# [WHAT YOU ARE ASKED TO DO]
Look through the records below and give the number of lines holding the string "highway", nothing more.

(Stored data)

╭──

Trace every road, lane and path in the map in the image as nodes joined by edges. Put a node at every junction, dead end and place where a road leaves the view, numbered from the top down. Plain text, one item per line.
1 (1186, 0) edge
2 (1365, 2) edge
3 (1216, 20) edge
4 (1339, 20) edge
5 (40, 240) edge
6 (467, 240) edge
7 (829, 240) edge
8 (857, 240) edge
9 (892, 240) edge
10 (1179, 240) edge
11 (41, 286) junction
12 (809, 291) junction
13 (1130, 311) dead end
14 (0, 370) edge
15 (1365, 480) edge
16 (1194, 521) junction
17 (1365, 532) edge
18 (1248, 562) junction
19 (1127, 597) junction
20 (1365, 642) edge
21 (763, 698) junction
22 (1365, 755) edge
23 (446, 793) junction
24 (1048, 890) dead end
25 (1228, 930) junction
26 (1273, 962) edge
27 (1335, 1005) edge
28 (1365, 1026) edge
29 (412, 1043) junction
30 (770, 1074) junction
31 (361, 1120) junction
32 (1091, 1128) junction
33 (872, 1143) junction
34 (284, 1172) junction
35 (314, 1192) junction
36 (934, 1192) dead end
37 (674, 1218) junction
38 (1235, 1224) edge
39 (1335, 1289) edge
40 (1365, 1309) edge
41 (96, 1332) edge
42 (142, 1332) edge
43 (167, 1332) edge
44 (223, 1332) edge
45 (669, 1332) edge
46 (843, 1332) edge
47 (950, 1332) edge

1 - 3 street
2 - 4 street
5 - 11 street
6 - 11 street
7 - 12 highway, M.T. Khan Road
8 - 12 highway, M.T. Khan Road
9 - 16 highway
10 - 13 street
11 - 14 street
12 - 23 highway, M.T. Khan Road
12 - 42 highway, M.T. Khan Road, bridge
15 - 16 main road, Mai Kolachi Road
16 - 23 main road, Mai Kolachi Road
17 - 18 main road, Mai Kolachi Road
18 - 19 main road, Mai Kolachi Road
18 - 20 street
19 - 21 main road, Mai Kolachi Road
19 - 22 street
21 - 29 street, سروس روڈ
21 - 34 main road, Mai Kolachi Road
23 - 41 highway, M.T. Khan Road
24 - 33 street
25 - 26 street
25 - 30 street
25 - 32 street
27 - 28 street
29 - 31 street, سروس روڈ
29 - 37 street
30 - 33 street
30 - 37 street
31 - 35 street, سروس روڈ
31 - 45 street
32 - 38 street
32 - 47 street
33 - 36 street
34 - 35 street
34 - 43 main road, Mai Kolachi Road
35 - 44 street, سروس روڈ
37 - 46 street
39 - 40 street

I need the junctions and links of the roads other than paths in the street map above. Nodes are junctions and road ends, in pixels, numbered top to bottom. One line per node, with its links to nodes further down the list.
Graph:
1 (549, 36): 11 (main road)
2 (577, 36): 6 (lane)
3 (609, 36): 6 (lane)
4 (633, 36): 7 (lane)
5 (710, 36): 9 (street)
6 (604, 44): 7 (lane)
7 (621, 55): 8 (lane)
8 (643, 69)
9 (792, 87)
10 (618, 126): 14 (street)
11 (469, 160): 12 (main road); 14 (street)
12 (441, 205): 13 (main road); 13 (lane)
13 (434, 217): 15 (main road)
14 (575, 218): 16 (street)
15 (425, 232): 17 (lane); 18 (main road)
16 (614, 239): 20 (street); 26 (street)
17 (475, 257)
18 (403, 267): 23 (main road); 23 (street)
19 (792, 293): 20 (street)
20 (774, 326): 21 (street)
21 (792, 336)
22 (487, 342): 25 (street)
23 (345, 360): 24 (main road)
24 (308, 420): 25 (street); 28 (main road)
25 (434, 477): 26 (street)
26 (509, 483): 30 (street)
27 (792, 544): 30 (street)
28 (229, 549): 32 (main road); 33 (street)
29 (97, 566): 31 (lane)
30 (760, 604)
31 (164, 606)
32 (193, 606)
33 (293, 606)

╰──

# [YOUR RESPONSE]
6